* Records supplied
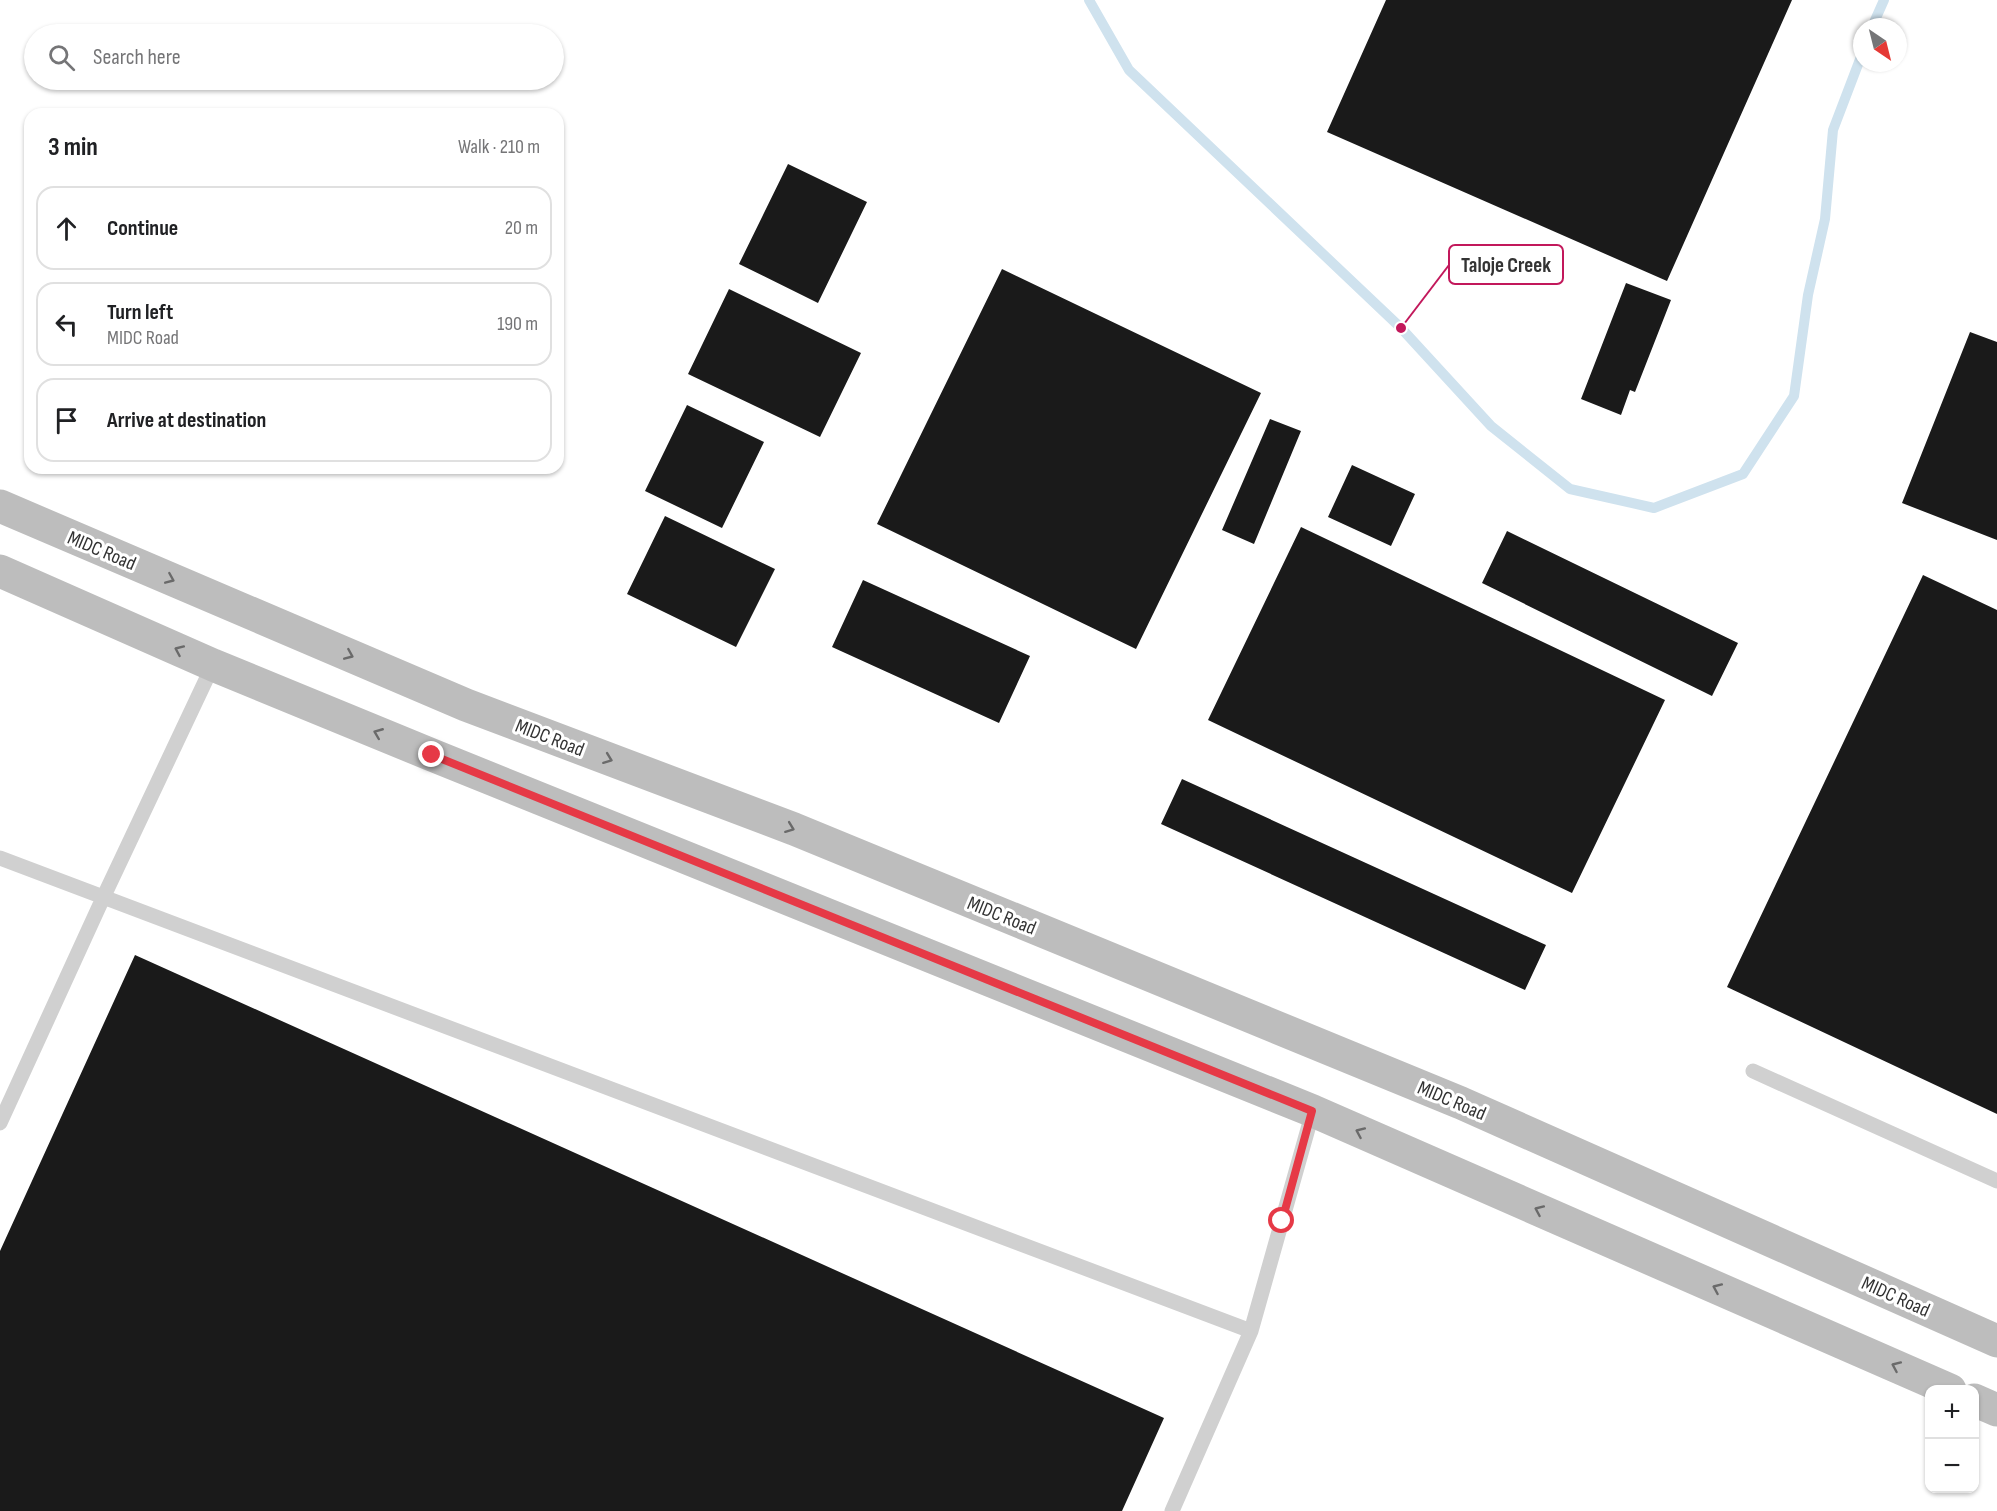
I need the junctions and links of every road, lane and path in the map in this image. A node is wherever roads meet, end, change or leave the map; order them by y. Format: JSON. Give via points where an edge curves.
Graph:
{"nodes":[{"id":1,"x":0,"y":506,"type":"edge"},
{"id":2,"x":0,"y":571,"type":"edge"},
{"id":3,"x":213,"y":665,"type":"junction"},
{"id":4,"x":0,"y":858,"type":"edge"},
{"id":5,"x":103,"y":898,"type":"junction"},
{"id":6,"x":1753,"y":1071,"type":"dead end"},
{"id":7,"x":1312,"y":1111,"type":"junction"},
{"id":8,"x":0,"y":1123,"type":"edge"},
{"id":9,"x":1997,"y":1181,"type":"edge"},
{"id":10,"x":1251,"y":1331,"type":"junction"},
{"id":11,"x":1997,"y":1341,"type":"edge"},
{"id":12,"x":1941,"y":1385,"type":"edge"},
{"id":13,"x":1979,"y":1402,"type":"edge"},
{"id":14,"x":1997,"y":1410,"type":"edge"},
{"id":15,"x":1172,"y":1511,"type":"edge"}],
"edges":[{"from":1,"to":11,"type":"main road","name":"MIDC Road","one_way":true,"via":[[466,705],[794,829],[1461,1103]]},
{"from":3,"to":2,"type":"main road","one_way":true},
{"from":3,"to":5,"type":"lane"},
{"from":7,"to":3,"type":"main road","one_way":true},
{"from":4,"to":5,"type":"lane"},
{"from":5,"to":8,"type":"lane"},
{"from":5,"to":10,"type":"lane"},
{"from":6,"to":9,"type":"lane"},
{"from":7,"to":10,"type":"lane"},
{"from":12,"to":7,"type":"main road","one_way":true},
{"from":10,"to":15,"type":"lane"},
{"from":13,"to":14,"type":"main road"}]}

* Required action
The whole listing should be transcribed exactly, though its pictures must be left out.

* Answer to this exercise
I need the junctions and links of every road, lane and path in the map in this image. A node is wherever roads meet, end, change or leave the map; order them by y. Format: JSON. Give via points where an edge curves.
Graph:
{"nodes":[{"id":1,"x":0,"y":506,"type":"edge"},
{"id":2,"x":0,"y":571,"type":"edge"},
{"id":3,"x":213,"y":665,"type":"junction"},
{"id":4,"x":0,"y":858,"type":"edge"},
{"id":5,"x":103,"y":898,"type":"junction"},
{"id":6,"x":1753,"y":1071,"type":"dead end"},
{"id":7,"x":1312,"y":1111,"type":"junction"},
{"id":8,"x":0,"y":1123,"type":"edge"},
{"id":9,"x":1997,"y":1181,"type":"edge"},
{"id":10,"x":1251,"y":1331,"type":"junction"},
{"id":11,"x":1997,"y":1341,"type":"edge"},
{"id":12,"x":1941,"y":1385,"type":"edge"},
{"id":13,"x":1979,"y":1402,"type":"edge"},
{"id":14,"x":1997,"y":1410,"type":"edge"},
{"id":15,"x":1172,"y":1511,"type":"edge"}],
"edges":[{"from":1,"to":11,"type":"main road","name":"MIDC Road","one_way":true,"via":[[466,705],[794,829],[1461,1103]]},
{"from":3,"to":2,"type":"main road","one_way":true},
{"from":3,"to":5,"type":"lane"},
{"from":7,"to":3,"type":"main road","one_way":true},
{"from":4,"to":5,"type":"lane"},
{"from":5,"to":8,"type":"lane"},
{"from":5,"to":10,"type":"lane"},
{"from":6,"to":9,"type":"lane"},
{"from":7,"to":10,"type":"lane"},
{"from":12,"to":7,"type":"main road","one_way":true},
{"from":10,"to":15,"type":"lane"},
{"from":13,"to":14,"type":"main road"}]}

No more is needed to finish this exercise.